Tindersticks - "Black Smoke" (Falling Down a Mountain)
When I reviewed Tindersticks’ lovely, gracefully underdone 2008 album The Hungry Saw, I imagined that the Nottingham chamber-pop / gothic-soul outfit was probably not long for the world. Instrumental lynchpin Dickon Hinchliffe had taken off, the gruff baritone of Stuart Staples sounded weary and resigned, and the wispy (if achingly pretty) arrangements belied the band’s lush, cinematic pedigree. It was a grand 14-year run, but I figured this was it, and looked forward to Staples’s idiosyncratic solo career. Surely, he and Charlotte Gainsbourg would be dueting in no time.

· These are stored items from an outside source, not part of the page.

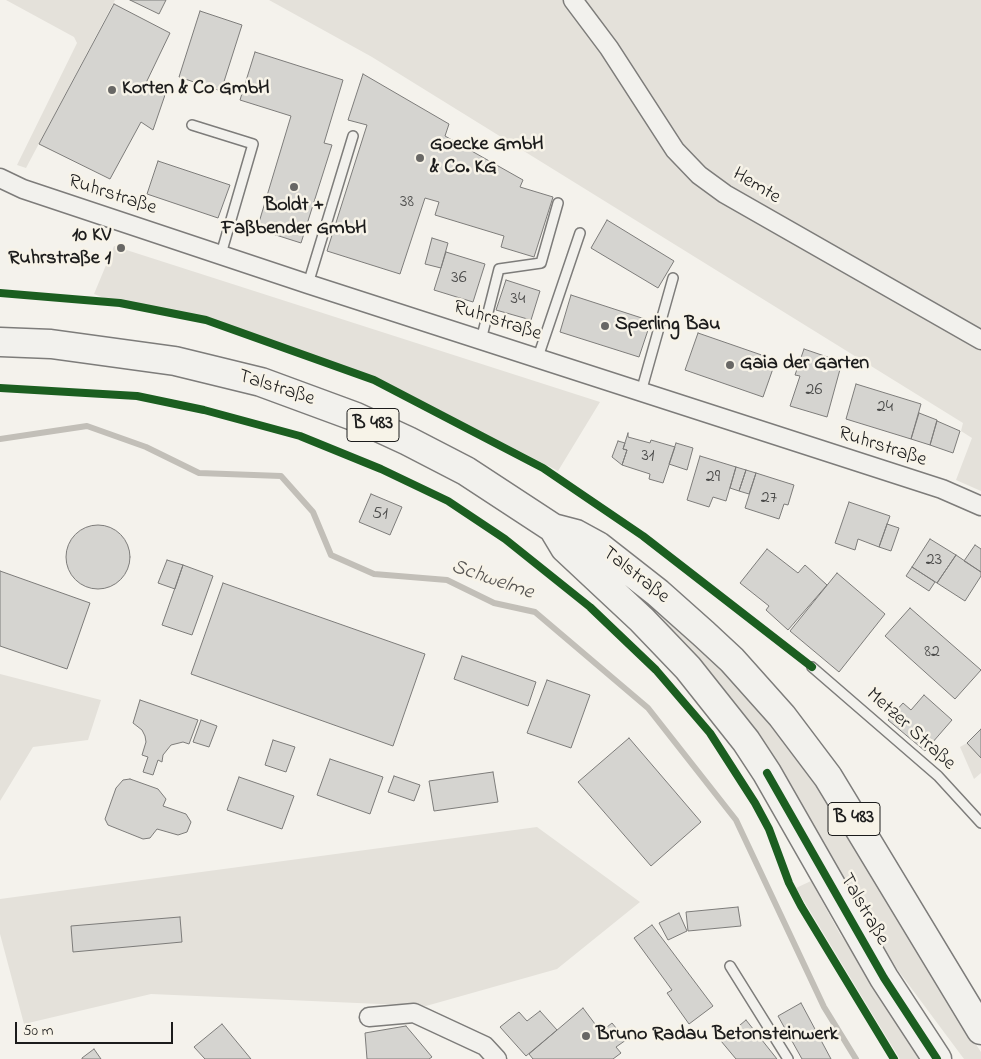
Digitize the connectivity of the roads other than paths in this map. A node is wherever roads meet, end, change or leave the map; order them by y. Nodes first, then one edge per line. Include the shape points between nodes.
1 (573, 0) edge
2 (192, 125) dead end
3 (353, 136) dead end
4 (0, 178) edge
5 (558, 202) dead end
6 (580, 233) dead end
7 (221, 254) junction
8 (673, 278) dead end
9 (308, 284) junction
10 (481, 340) junction
11 (981, 340) edge
12 (0, 342) edge
13 (538, 357) junction
14 (641, 392) junction
15 (981, 506) edge
16 (553, 528) junction
17 (812, 667) dead end
18 (981, 823) edge
19 (730, 966) dead end
20 (369, 1017) dead end
21 (981, 1030) edge
22 (497, 1059) edge
23 (788, 1059) edge
24 (937, 1059) edge

1 - 11 street, Hemte via 610,48 675,150 698,175 725,194
2 - 7 lane via 253,144
3 - 9 lane
4 - 7 street, Ruhrstraße
5 - 10 lane via 541,263 499,269
6 - 13 lane
7 - 9 street, Ruhrstraße
8 - 14 lane
9 - 10 street, Ruhrstraße
10 - 13 street, Ruhrstraße
12 - 16 main road, Talstraße / B 483 via 51,344 175,361 261,382 356,417 408,441 466,471
13 - 14 street, Ruhrstraße
14 - 15 street, Ruhrstraße via 942,489
16 - 21 main road, Talstraße / B 483 via 576,534 598,546 658,593 732,660 776,709 838,794
16 - 24 main road, Talstraße / B 483 via 575,559 642,620 688,668 746,742 884,978
17 - 18 lane, Metzer Straße via 938,776
19 - 23 lane
20 - 22 street via 414,1014 486,1046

Color me pleasantly surprised. The Hungry Saw, it turns out, actually revitalized Tindersticks, spurring the band to an unprecedented level of productivity. Having toured since The Hungry Saw’s release, the band now presents Falling Down a Mountain, as dense, focused and resolute a record as it has turned in.
Of the new stuff, only the gentle ballad “Keep You Beautiful” evokes the haunting minimalism that dominated The Hungry Saw. On most of the balance (particularly the Motown-indebted finger-snapper “Harmony Around My Table,” the self-consciously Southwestern-ish “She Rode Me” and the rhythmically complex title tune), the texture is heavier, the mood is more propulsive, and Staples’ wounded vocals share center stage with keys, trumpet and eclectic percussion. Beneath the baroque arrangements, the compositions are more catchy and conventional; while Tindersticks has always celebrated the sort of excess and eccentricity befitting Scott 1-4-era Scott Walker, “No Place So Alone” and the single “Black Smoke” sound more like outtakes from Loaded. The band’s most richly produced record is also its most accessible.

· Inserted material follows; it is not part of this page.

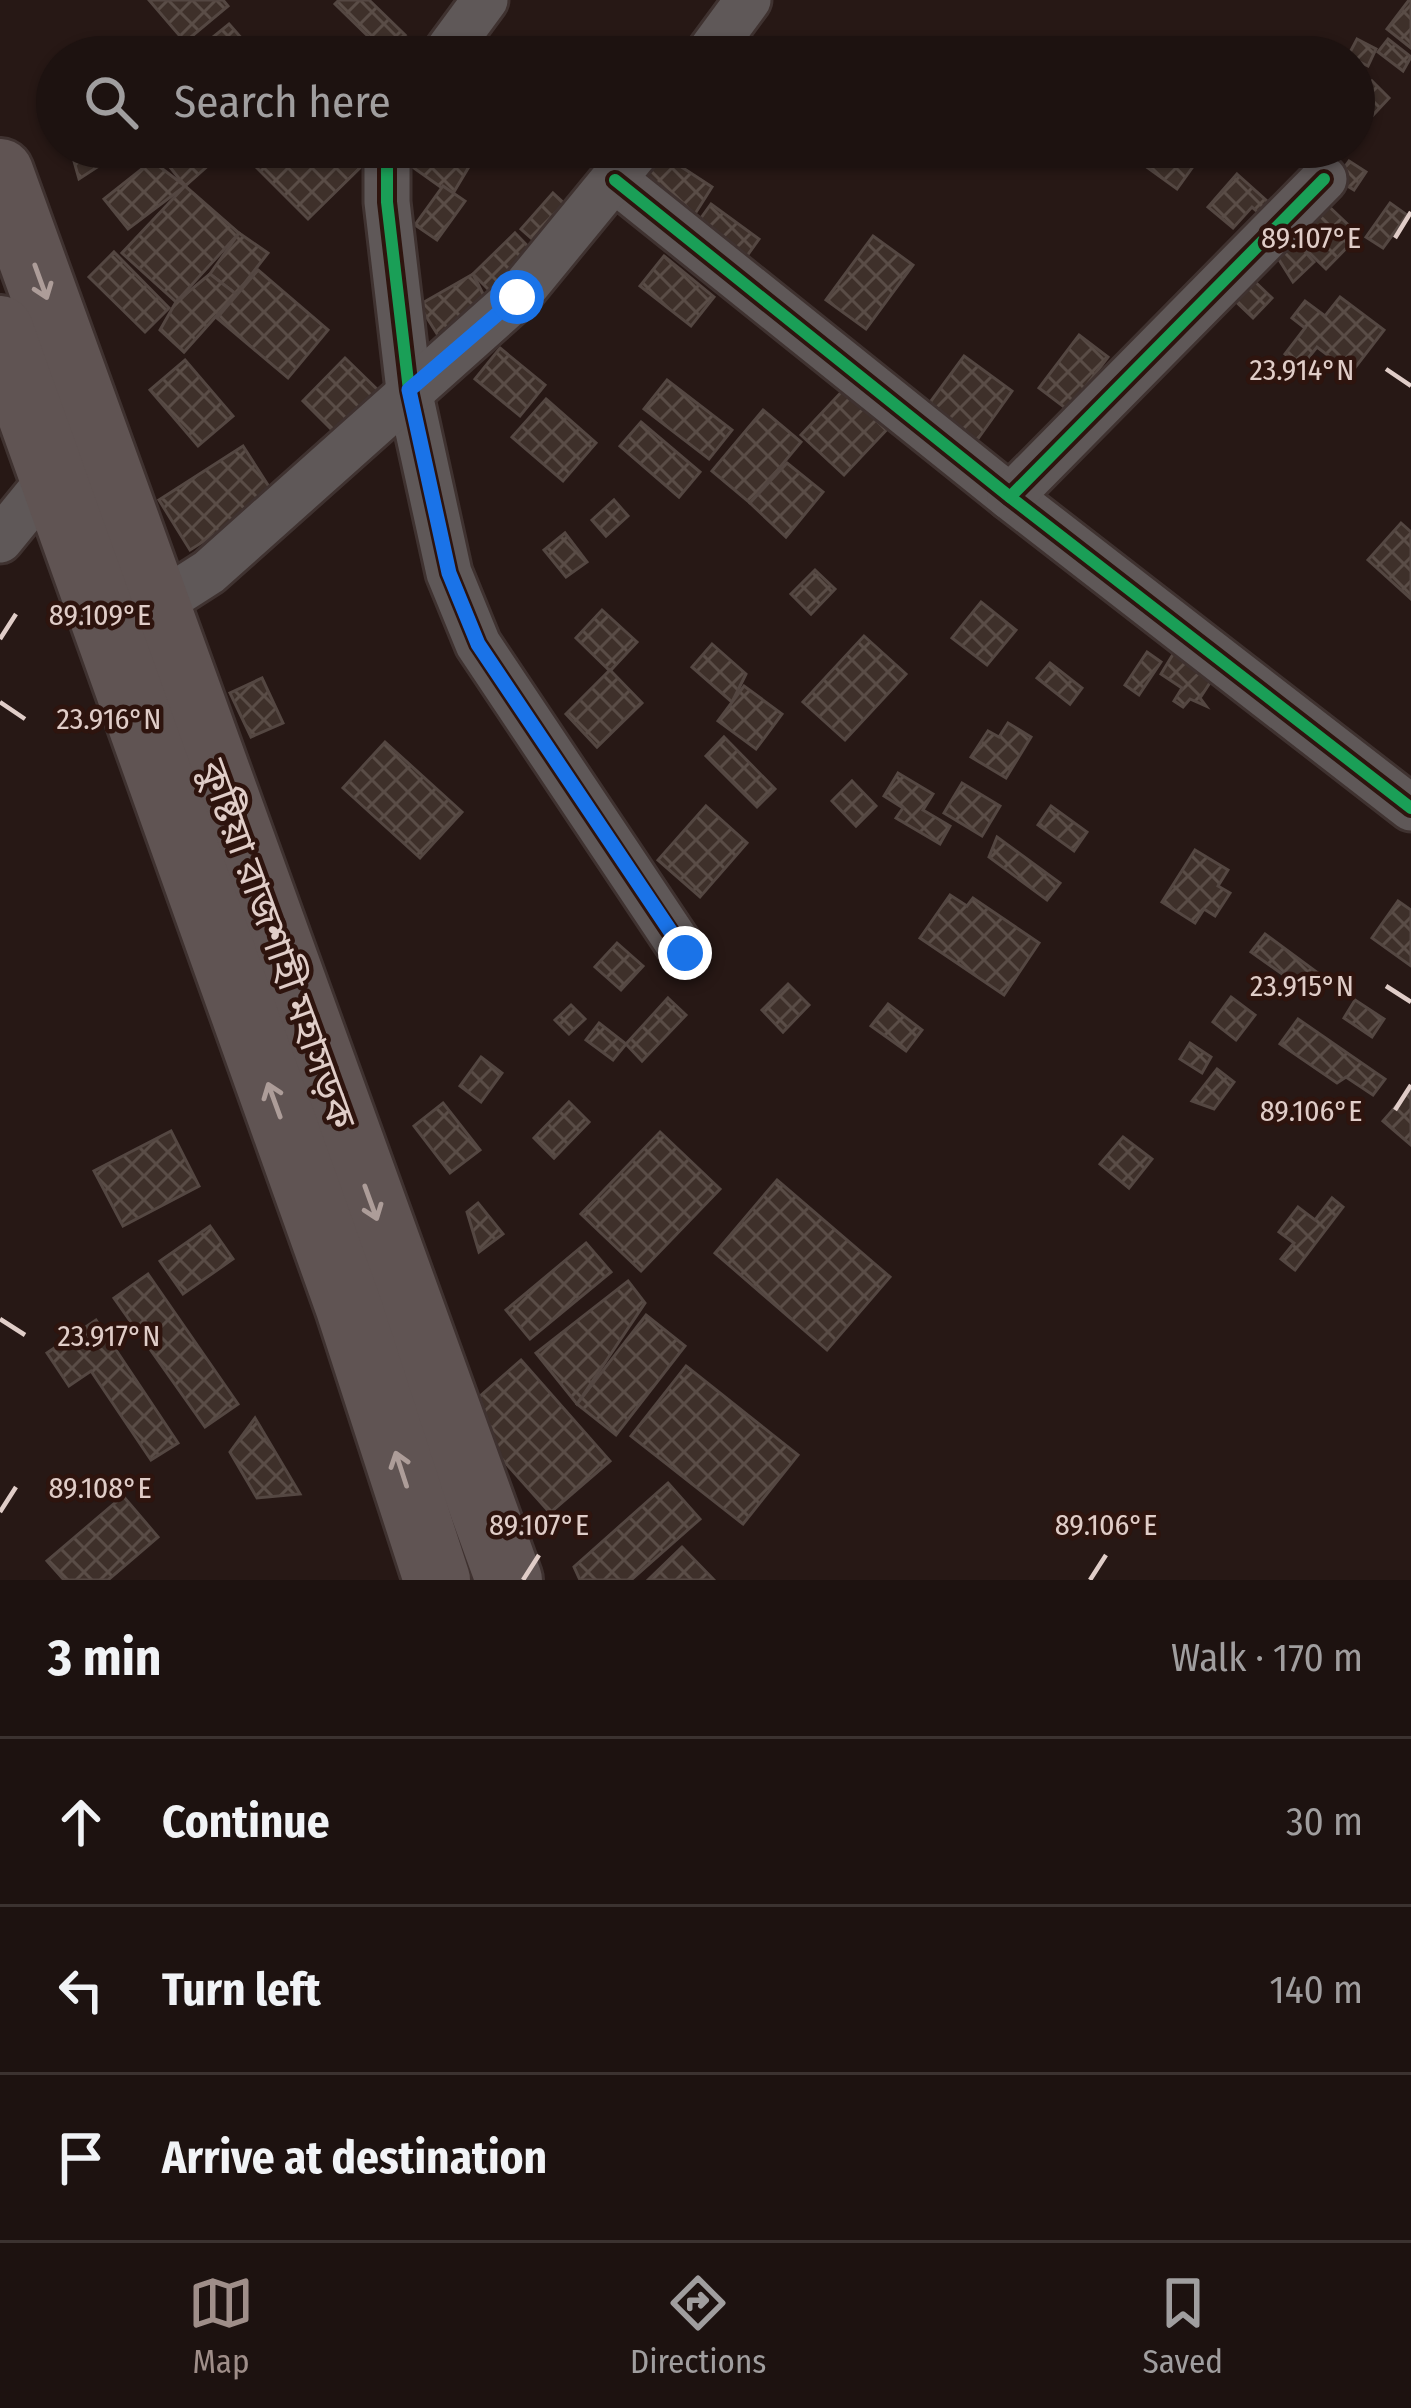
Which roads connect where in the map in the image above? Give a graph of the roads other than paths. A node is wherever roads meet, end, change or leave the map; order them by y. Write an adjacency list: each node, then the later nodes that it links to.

Which could make it a less enduring one. That is, if it weren’t for the stark gallows humor that lurks in all of Tindersticks’ music.
Witness “Peanuts,” a winsome 6/8 ballad, a duet between Staples and the Canadian cult figure Mary Margaret O’Hara. “I know you love peanuts / And I love you,” she sings, “So I love peanuts too.” Relationships are, after all, about compromise, about respecting the little quirks. How sweet. Then, in a third-act pivot, the fella blows the scene, and “Peanuts” becomes one of the most lyrically cryptic numbers in the Staples canon. While there’s nothing here as scathingly melancholy as The Hungry Saw’s “All the Love” or as pathologically dark as “My Sister” (from the second of two self-titled records, which came out a long, long time ago), Tindersticks’ rococo soul is still beholden to a uniquely warped imagination.